====== Data in this exercise

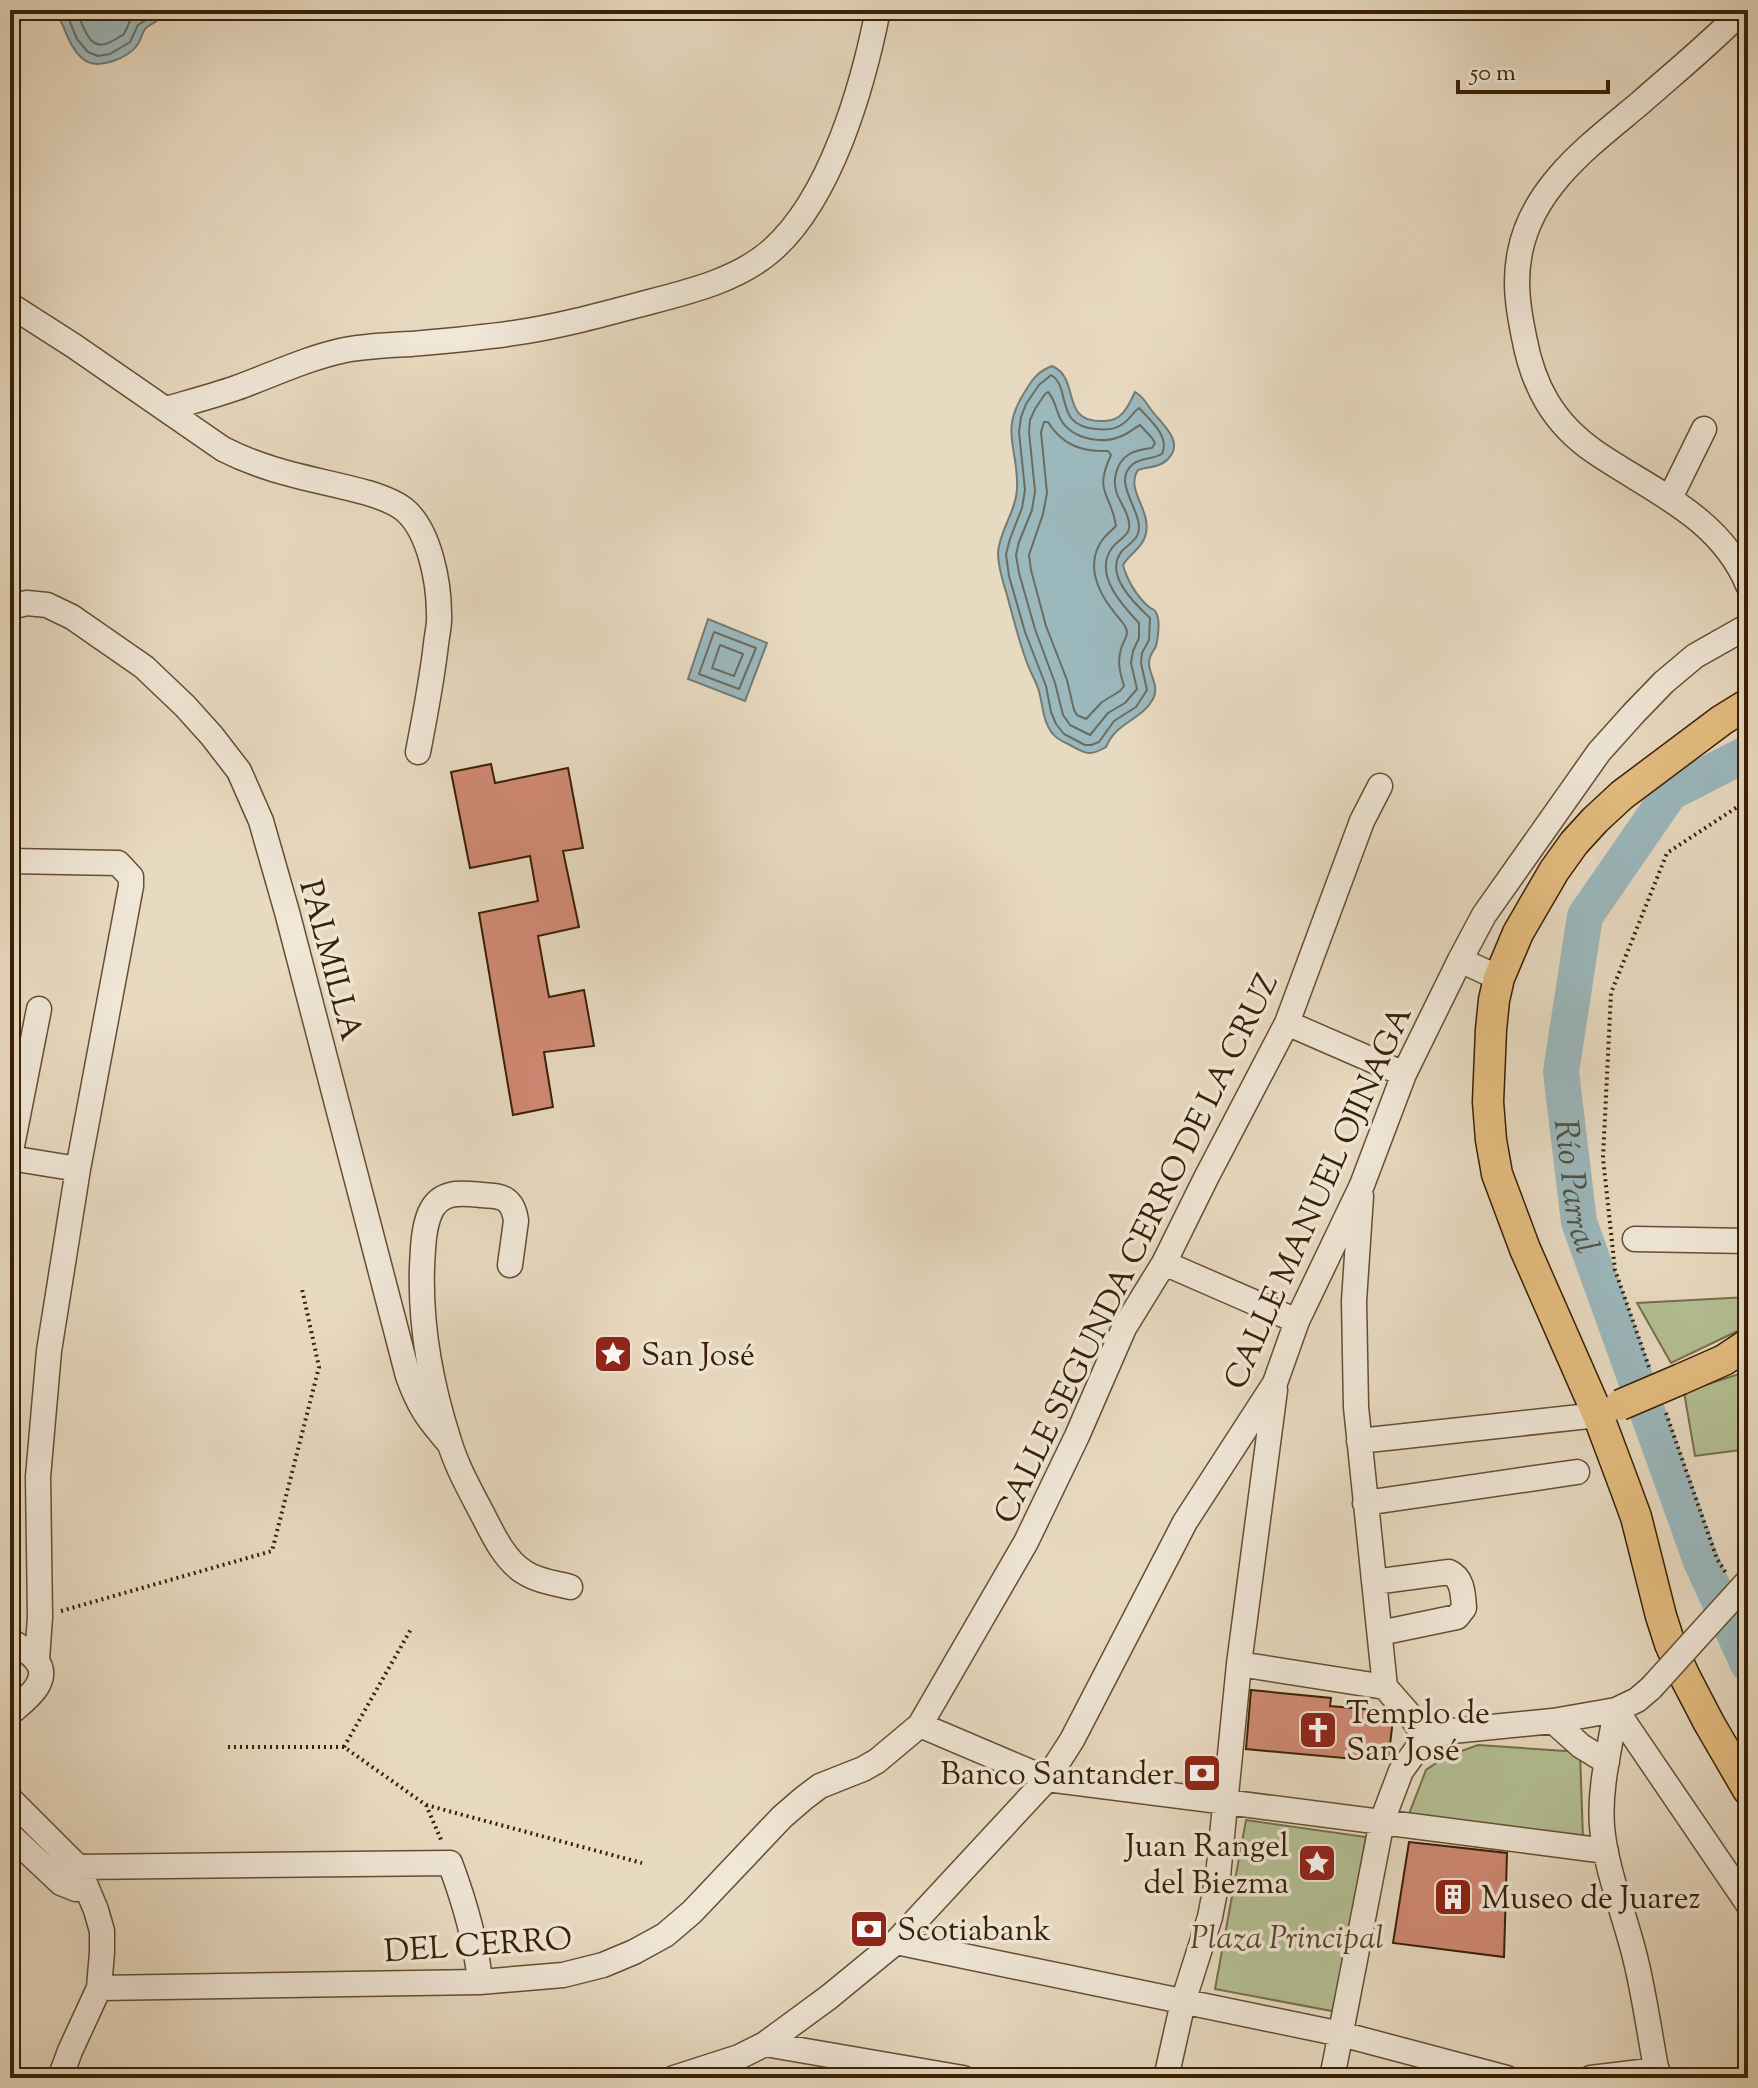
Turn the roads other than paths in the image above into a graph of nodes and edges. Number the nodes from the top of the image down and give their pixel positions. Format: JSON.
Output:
{"nodes":[{"id":1,"x":878,"y":10,"type":"edge"},
{"id":2,"x":1743,"y":10,"type":"edge"},
{"id":3,"x":10,"y":305,"type":"edge"},
{"id":4,"x":166,"y":409,"type":"junction"},
{"id":5,"x":1704,"y":429,"type":"dead end"},
{"id":6,"x":1670,"y":498,"type":"junction"},
{"id":7,"x":1748,"y":585,"type":"edge"},
{"id":8,"x":10,"y":607,"type":"edge"},
{"id":9,"x":1748,"y":626,"type":"edge"},
{"id":10,"x":1748,"y":704,"type":"edge"},
{"id":11,"x":418,"y":752,"type":"dead end"},
{"id":12,"x":1380,"y":786,"type":"dead end"},
{"id":13,"x":10,"y":861,"type":"edge"},
{"id":14,"x":1460,"y":960,"type":"junction"},
{"id":15,"x":1499,"y":978,"type":"junction"},
{"id":16,"x":39,"y":1009,"type":"dead end"},
{"id":17,"x":1287,"y":1023,"type":"junction"},
{"id":18,"x":1404,"y":1074,"type":"junction"},
{"id":19,"x":10,"y":1157,"type":"edge"},
{"id":20,"x":78,"y":1169,"type":"junction"},
{"id":21,"x":1362,"y":1185,"type":"junction"},
{"id":22,"x":1635,"y":1239,"type":"dead end"},
{"id":23,"x":1748,"y":1241,"type":"edge"},
{"id":24,"x":1164,"y":1263,"type":"junction"},
{"id":25,"x":510,"y":1265,"type":"dead end"},
{"id":26,"x":1297,"y":1321,"type":"junction"},
{"id":27,"x":1740,"y":1356,"type":"edge"},
{"id":28,"x":1275,"y":1383,"type":"junction"},
{"id":29,"x":1609,"y":1410,"type":"junction"},
{"id":30,"x":1359,"y":1441,"type":"junction"},
{"id":31,"x":449,"y":1443,"type":"junction"},
{"id":32,"x":1577,"y":1472,"type":"dead end"},
{"id":33,"x":1365,"y":1503,"type":"junction"},
{"id":34,"x":1374,"y":1582,"type":"junction"},
{"id":35,"x":1740,"y":1583,"type":"edge"},
{"id":36,"x":570,"y":1587,"type":"dead end"},
{"id":37,"x":1380,"y":1633,"type":"junction"},
{"id":38,"x":10,"y":1640,"type":"edge"},
{"id":39,"x":38,"y":1664,"type":"junction"},
{"id":40,"x":1239,"y":1664,"type":"junction"},
{"id":41,"x":1385,"y":1687,"type":"junction"},
{"id":42,"x":1616,"y":1710,"type":"junction"},
{"id":43,"x":10,"y":1713,"type":"edge"},
{"id":44,"x":1553,"y":1721,"type":"junction"},
{"id":45,"x":920,"y":1725,"type":"junction"},
{"id":46,"x":1425,"y":1738,"type":"junction"},
{"id":47,"x":1607,"y":1762,"type":"junction"},
{"id":48,"x":1047,"y":1779,"type":"junction"},
{"id":49,"x":1748,"y":1790,"type":"edge"},
{"id":50,"x":10,"y":1799,"type":"edge"},
{"id":51,"x":1226,"y":1802,"type":"junction"},
{"id":52,"x":1382,"y":1821,"type":"junction"},
{"id":53,"x":10,"y":1835,"type":"edge"},
{"id":54,"x":1606,"y":1851,"type":"junction"},
{"id":55,"x":69,"y":1875,"type":"junction"},
{"id":56,"x":1748,"y":1904,"type":"edge"},
{"id":57,"x":896,"y":1942,"type":"junction"},
{"id":58,"x":480,"y":1982,"type":"junction"},
{"id":59,"x":99,"y":1988,"type":"junction"},
{"id":60,"x":1183,"y":2002,"type":"junction"},
{"id":61,"x":1341,"y":2034,"type":"junction"},
{"id":62,"x":765,"y":2044,"type":"junction"},
{"id":63,"x":1658,"y":2074,"type":"edge"},
{"id":64,"x":60,"y":2078,"type":"edge"},
{"id":65,"x":674,"y":2078,"type":"edge"},
{"id":66,"x":963,"y":2078,"type":"edge"},
{"id":67,"x":1166,"y":2078,"type":"edge"},
{"id":68,"x":1332,"y":2078,"type":"edge"},
{"id":69,"x":1507,"y":2078,"type":"edge"},
{"id":70,"x":1591,"y":2078,"type":"edge"}],
"edges":[{"from":1,"to":4,"type":"street"},
{"from":2,"to":6,"type":"street"},
{"from":3,"to":4,"type":"street"},
{"from":4,"to":11,"type":"street"},
{"from":5,"to":6,"type":"street"},
{"from":6,"to":7,"type":"street"},
{"from":8,"to":31,"type":"street","name":"PALMILLA"},
{"from":9,"to":14,"type":"street","name":"CALLE MANUEL OJINAGA"},
{"from":10,"to":15,"type":"main road"},
{"from":12,"to":17,"type":"street","name":"CALLE SEGUNDA CERRO DE LA CRUZ"},
{"from":13,"to":20,"type":"street"},
{"from":14,"to":15,"type":"street"},
{"from":14,"to":18,"type":"street","name":"CALLE MANUEL OJINAGA"},
{"from":15,"to":29,"type":"main road"},
{"from":16,"to":19,"type":"street"},
{"from":17,"to":18,"type":"street"},
{"from":17,"to":24,"type":"street","name":"CALLE SEGUNDA CERRO DE LA CRUZ"},
{"from":18,"to":21,"type":"street","name":"CALLE MANUEL OJINAGA"},
{"from":19,"to":20,"type":"street"},
{"from":20,"to":39,"type":"street"},
{"from":21,"to":26,"type":"street","name":"CALLE MANUEL OJINAGA"},
{"from":21,"to":30,"type":"street"},
{"from":22,"to":23,"type":"street"},
{"from":24,"to":26,"type":"street"},
{"from":24,"to":45,"type":"street","name":"CALLE SEGUNDA CERRO DE LA CRUZ"},
{"from":25,"to":31,"type":"street"},
{"from":26,"to":28,"type":"street","name":"CALLE MANUEL OJINAGA"},
{"from":27,"to":29,"type":"main road","bridge":true},
{"from":28,"to":40,"type":"street"},
{"from":28,"to":48,"type":"street","name":"CALLE MANUEL OJINAGA"},
{"from":29,"to":30,"type":"street"},
{"from":29,"to":49,"type":"main road"},
{"from":30,"to":33,"type":"street"},
{"from":31,"to":36,"type":"street"},
{"from":32,"to":33,"type":"street"},
{"from":33,"to":34,"type":"street"},
{"from":34,"to":37,"type":"street"},
{"from":34,"to":37,"type":"street"},
{"from":35,"to":42,"type":"street","bridge":true},
{"from":37,"to":41,"type":"street"},
{"from":38,"to":39,"type":"street"},
{"from":39,"to":43,"type":"street"},
{"from":40,"to":41,"type":"street"},
{"from":40,"to":51,"type":"street"},
{"from":41,"to":46,"type":"street"},
{"from":42,"to":44,"type":"street"},
{"from":42,"to":47,"type":"street"},
{"from":42,"to":56,"type":"street"},
{"from":44,"to":46,"type":"street"},
{"from":44,"to":47,"type":"street"},
{"from":45,"to":48,"type":"street"},
{"from":45,"to":58,"type":"street","name":"DEL CERRO"},
{"from":46,"to":52,"type":"street"},
{"from":47,"to":54,"type":"street"},
{"from":48,"to":51,"type":"street"},
{"from":48,"to":57,"type":"street","name":"CALLE MANUEL OJINAGA"},
{"from":50,"to":55,"type":"street"},
{"from":51,"to":52,"type":"street"},
{"from":51,"to":60,"type":"street"},
{"from":52,"to":54,"type":"street"},
{"from":52,"to":61,"type":"street"},
{"from":53,"to":55,"type":"street"},
{"from":54,"to":63,"type":"street"},
{"from":55,"to":58,"type":"street"},
{"from":55,"to":59,"type":"street"},
{"from":57,"to":60,"type":"street"},
{"from":57,"to":62,"type":"street","name":"CALLE MANUEL OJINAGA"},
{"from":58,"to":59,"type":"street","name":"DEL CERRO"},
{"from":59,"to":64,"type":"street"},
{"from":60,"to":61,"type":"street"},
{"from":60,"to":67,"type":"street"},
{"from":61,"to":68,"type":"street"},
{"from":61,"to":69,"type":"street"},
{"from":62,"to":65,"type":"street","name":"CALLE MANUEL OJINAGA"},
{"from":62,"to":66,"type":"street"},
{"from":63,"to":70,"type":"street"}]}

============

Provide nothing but the number of lines in the material above in which the string "CALLE" is found.

12